Publication: NZ BookLovers
NZ Booklovers recently caught up with Rosetta Allan, an Auckland based novelist and poet, to talk about her debut novel Purgatory. Based on the 1865 Otahuhu murders, Purgatory is a unique and powerful depiction of nineteenth century life in Ireland and New Zealand.
Purgatory is your first novel – you have previously published a couple of volumes of poetry – tell me about your transition from writing poetry to fiction writing. What made you want to write a novel, and what were the challenges for you?
It was a huge learning curve, to be honest. I never pictured myself writing a novel, so when my husband suggested I take some time off work and do some writing, I thought I’ll have a go at some short stories. And then I discovered this story, and it just wouldn’t fit within the form of the short story, so I enrolled in a fiction course – I had joined it for short stories, though it was generally for beginning fiction – but I had to figure this out a lot quicker than the course offered, so alongside that I bought about thirty books on ‘how to’, and how other authors have done it, and really threw myself into figuring out the structure of a novel.

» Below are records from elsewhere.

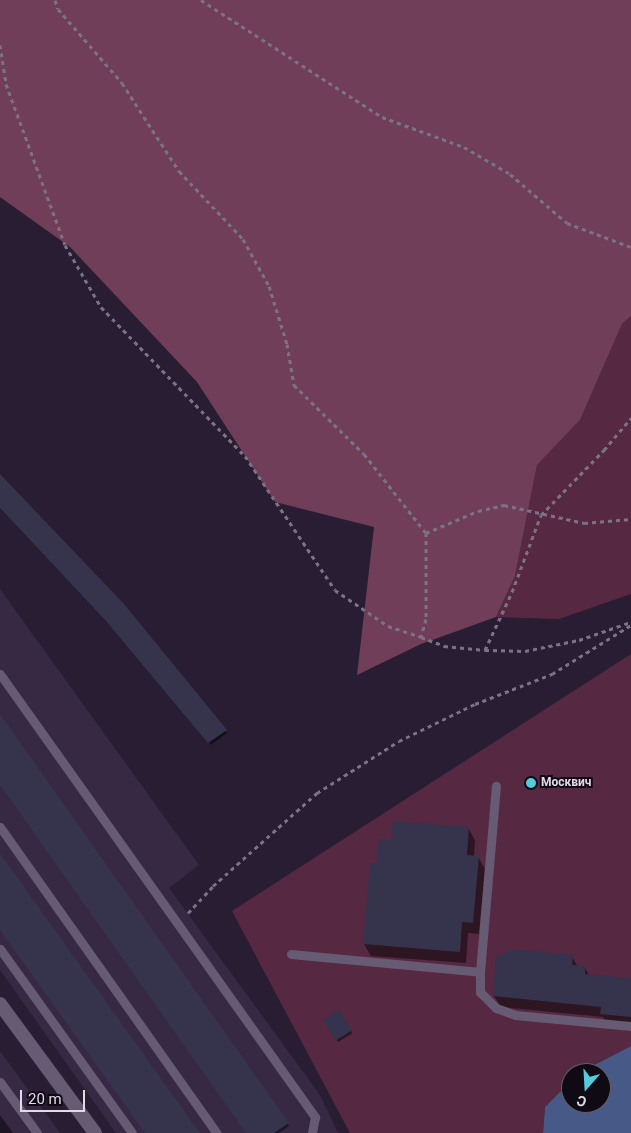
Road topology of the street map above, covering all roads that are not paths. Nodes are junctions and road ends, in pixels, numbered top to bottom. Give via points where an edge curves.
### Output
1 (0, 674) edge
2 (496, 786) dead end
3 (0, 827) edge
4 (0, 949) edge
5 (291, 954) dead end
6 (480, 972) junction
7 (0, 1004) edge
8 (631, 1026) edge
9 (0, 1082) edge
10 (37, 1133) edge
11 (95, 1133) edge
12 (132, 1133) edge
13 (217, 1133) edge
14 (312, 1133) edge

1 - 14 lane via 315,1117
2 - 6 lane
3 - 13 lane
4 - 12 lane
5 - 6 lane
6 - 8 lane via 480,992 496,1008 515,1015
7 - 11 street
9 - 10 lane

With poetry you can’t just ‘dip in’ – the poems are a complete little story on their own, they are like little starbursts. But this story took two years, and I couldn’t write poetry that whole time, because it just felt like a completely different discipline. What I did learn was to try and bring the poetry through with me, so I still felt like a poet writing this book. So in a way I think I’ve been able to have the best of both worlds.